Restoring luxury
Repairing the Romney frame
Nearly three metres long and two across — and gilded entirely in gold leaf — the imposing frame for George Romney’s 1771 painting, Mrs Yates as the Tragic Muse, Melpomene is a time capsule of framing fashions, repairs and interventions. There’s no way (yet) of knowing whether this is the painting’s original frame — but QAGOMA’s expert Conservation Framer, Robert Zilli, considers restoration work something of an archaeological dig.

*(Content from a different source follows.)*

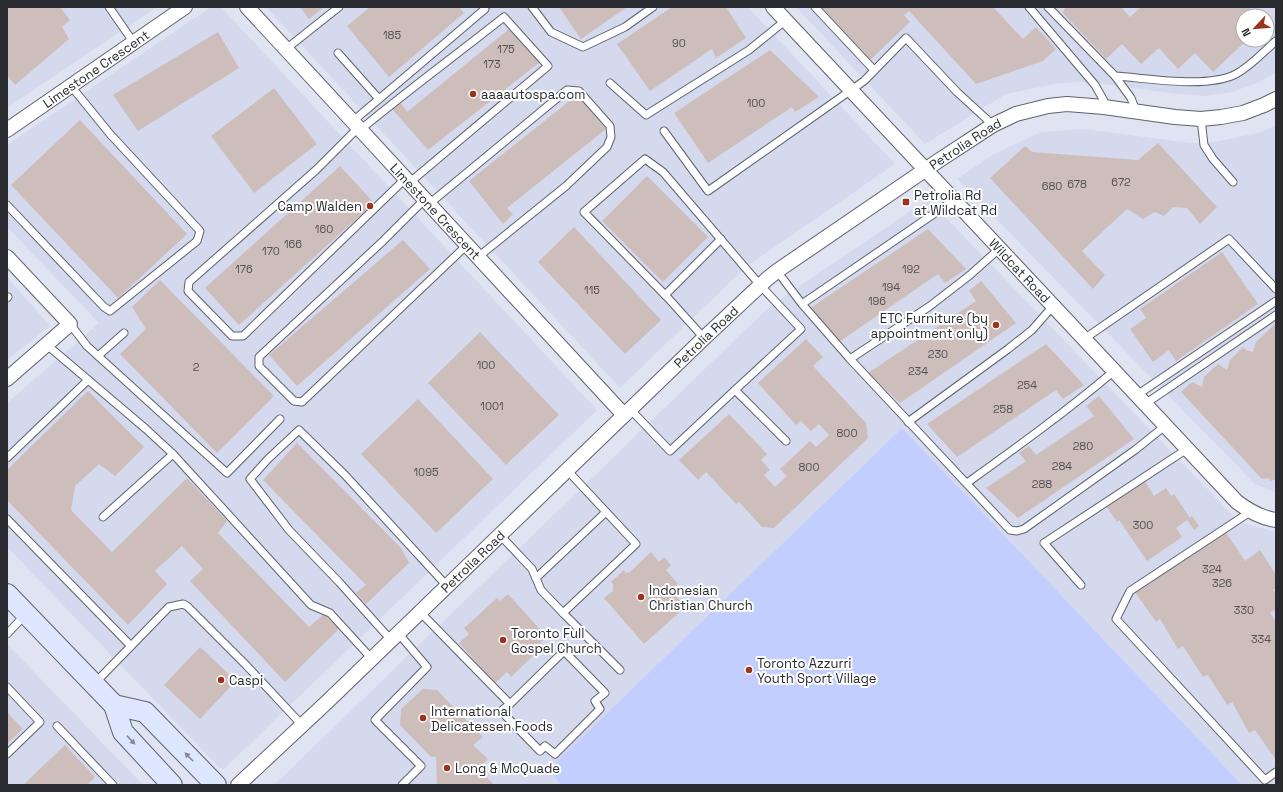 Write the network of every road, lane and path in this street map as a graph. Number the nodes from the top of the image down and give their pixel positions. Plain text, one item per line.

Before and after restoration (2022–24)
The big reveal: views of Mrs Yates as the Tragic Muse, Melpomene 1771 before frame restoration (QAG, 2011) and after (QAG, April 2024) / Photographs: R Fulton and J Ruckli, QAGOMA
How was this frame made?
ROBERT ZILLI: This frame appears to be made of Scots pine — Pinus sylvestris, also known as ‘deal’ — a common timber used in English frame-making. Different countries used different timber: in southern Europe (Italy, for example) they use a lot of poplar; in France and probably Spain, a lot of oak and chestnut. The English use a lot of oak and pine.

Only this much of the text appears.